= Walter Aspinall =

English cricketer

Walter Aspinall (24 March 1858 – unknown) was an English cricketer, who played three games of first-class cricket, two of them for Yorkshire County Cricket Club in 1880. A specialist wicket-keeper, he found little success as a right-handed batsman, scoring just 19 runs in four innings with a best of 14.

Aspinall was born in Elland, Yorkshire. Picked for his first match against Surrey at the Oval in August 1880, Aspinall made his highest first-class score in his first knock from the lowly position of number 10, as Yorkshire compiled thanks to skipper George Ulyett's 141. Surrey were dismissed for 176 and 99, with Aspinall taking a catch in the second innings, to win by an innings and 123 runs.

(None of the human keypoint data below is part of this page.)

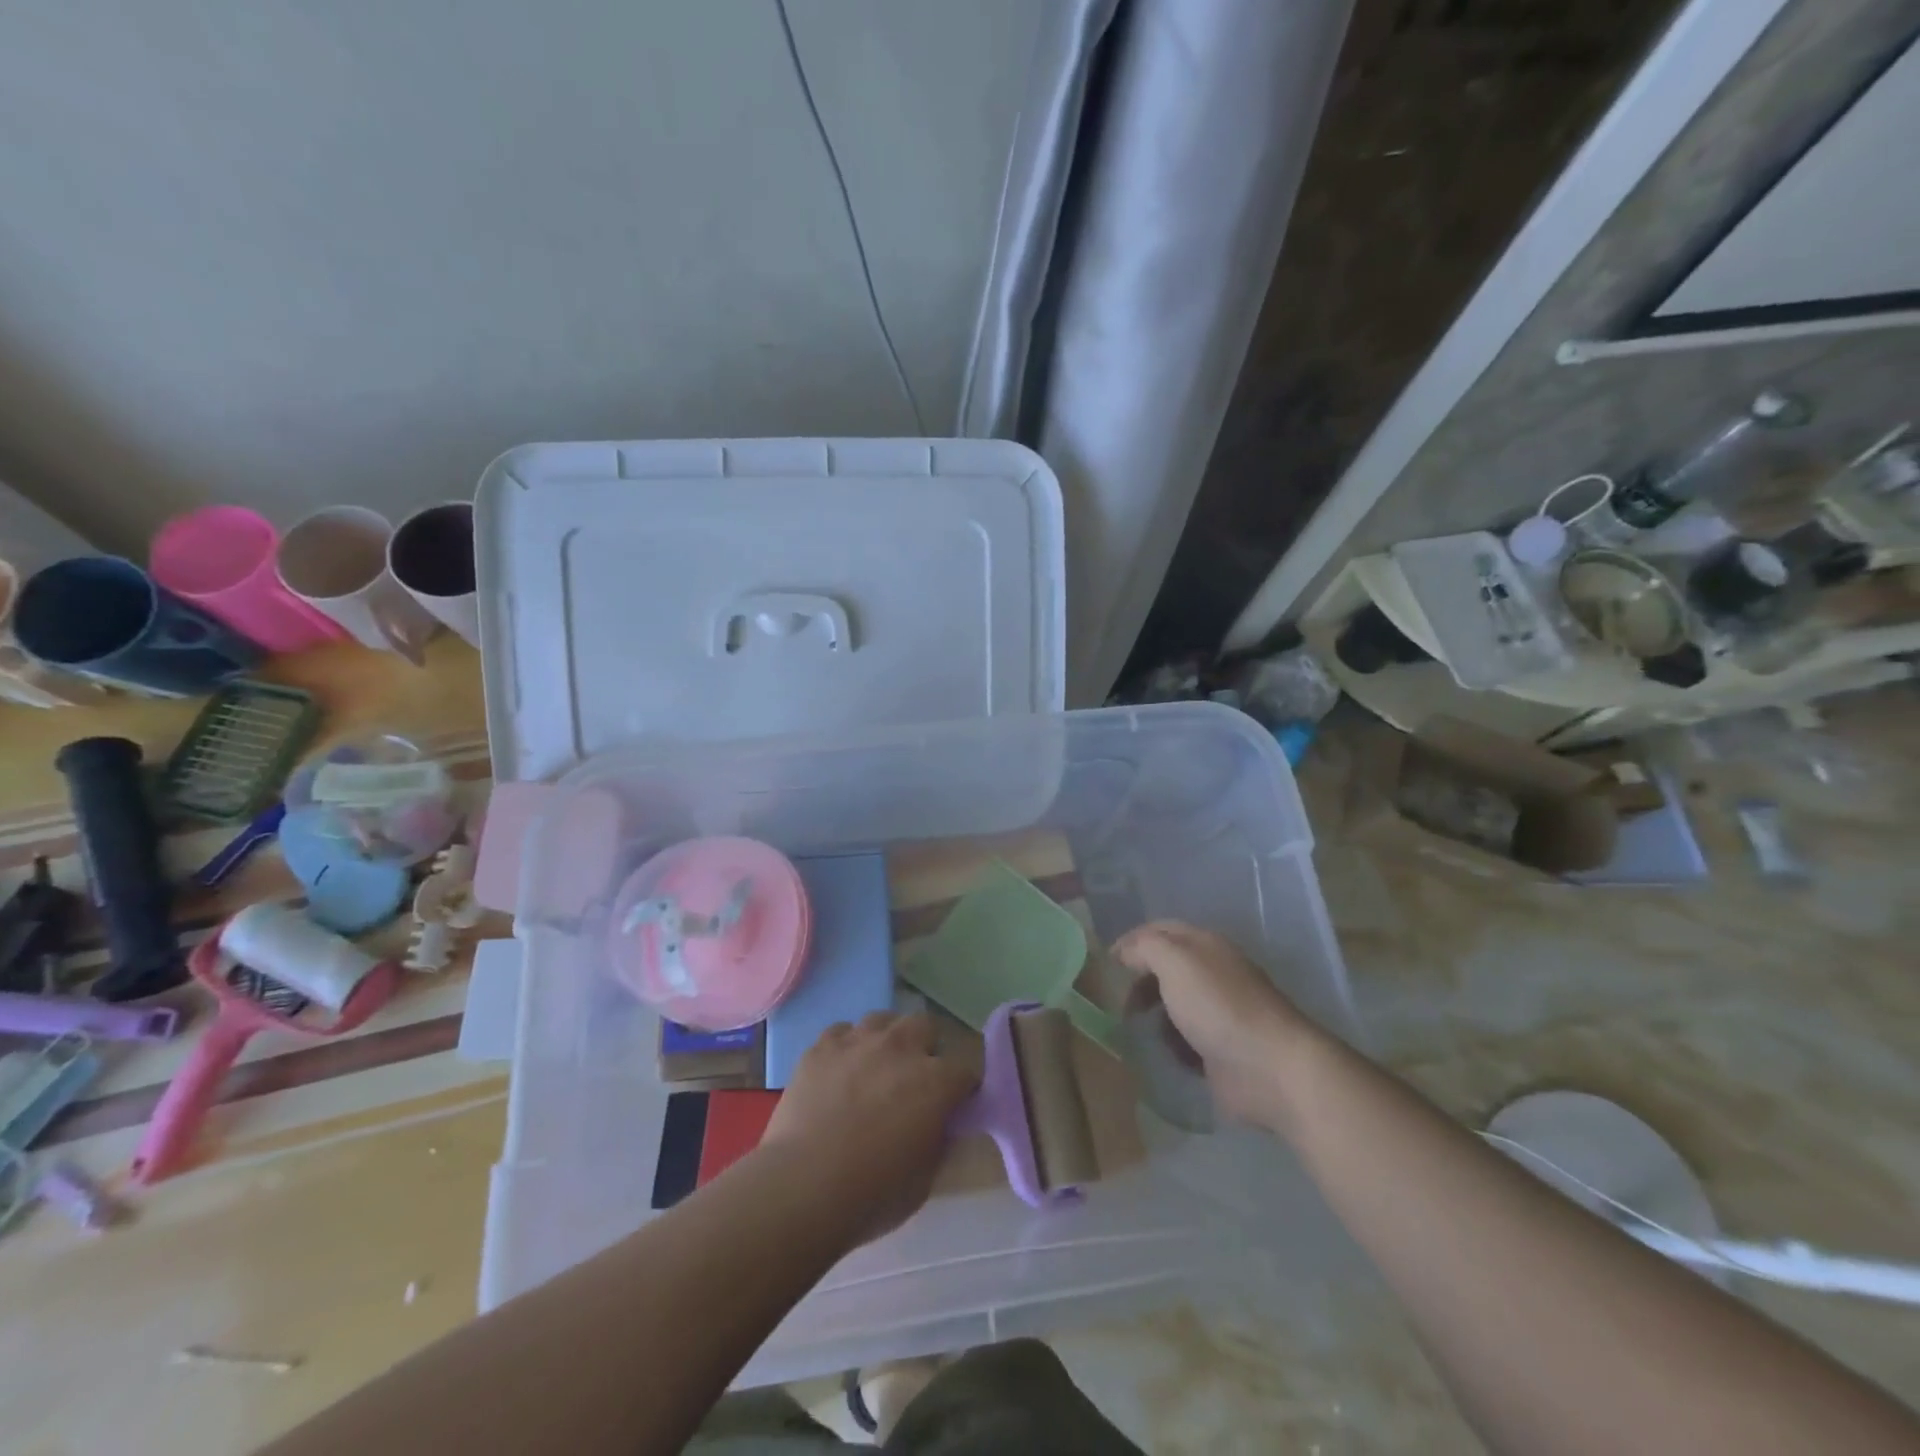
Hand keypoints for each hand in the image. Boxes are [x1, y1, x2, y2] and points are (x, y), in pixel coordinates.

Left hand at [763, 1012, 978, 1244]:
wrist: (802, 1188)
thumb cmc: (871, 1194)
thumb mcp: (925, 1179)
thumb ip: (939, 1140)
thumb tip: (938, 1123)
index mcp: (935, 1081)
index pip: (965, 1071)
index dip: (962, 1088)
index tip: (955, 1105)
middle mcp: (901, 1048)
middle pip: (925, 1026)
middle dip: (926, 1048)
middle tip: (914, 1079)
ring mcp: (858, 1041)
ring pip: (883, 1019)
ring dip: (886, 1039)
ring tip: (876, 1067)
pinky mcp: (821, 1047)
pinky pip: (842, 1032)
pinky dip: (847, 1047)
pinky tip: (840, 1070)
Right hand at [1111, 921, 1315, 1128]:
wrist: (1270, 1068)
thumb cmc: (1218, 1006)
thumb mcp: (1174, 961)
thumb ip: (1144, 948)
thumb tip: (1125, 952)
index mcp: (1205, 945)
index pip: (1160, 930)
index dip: (1131, 941)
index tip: (1105, 962)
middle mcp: (1213, 972)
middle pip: (1166, 967)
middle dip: (1139, 980)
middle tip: (1116, 999)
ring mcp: (1219, 1012)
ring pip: (1174, 1004)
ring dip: (1152, 1013)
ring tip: (1133, 1028)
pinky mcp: (1221, 1049)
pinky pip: (1185, 1039)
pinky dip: (1169, 1043)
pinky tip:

Aspinall retained his place for the next match, against Middlesex County Cricket Club at Bramall Lane. Runs eluded him as Yorkshire crashed to a comprehensive six wicket defeat, and he failed to take a catch or effect a stumping. Yorkshire never selected him again.

He had also appeared for Halifax, in a non first-class game against 'The Gentlemen of Canada', in a two-day game on 28 and 29 June 1880. He found no greater form at the crease in this game, being bowled by Wright for three in Halifax's 114, and again falling to the same bowler in the same manner, for a duck second time around. Despite his failures at number 9 in the order, Halifax managed to draw the game.

His final first-class appearance was for the 'Under 30 XI', against W.G. Grace's 'Over 30 XI', at Lord's at the end of May 1882. Aspinall once again kept wicket, and although he scored just three runs in his only innings, his team enjoyed a comprehensive ten wicket win over their elders. Aspinall showed his skills behind the timbers, by taking four catches on his final first-class appearance.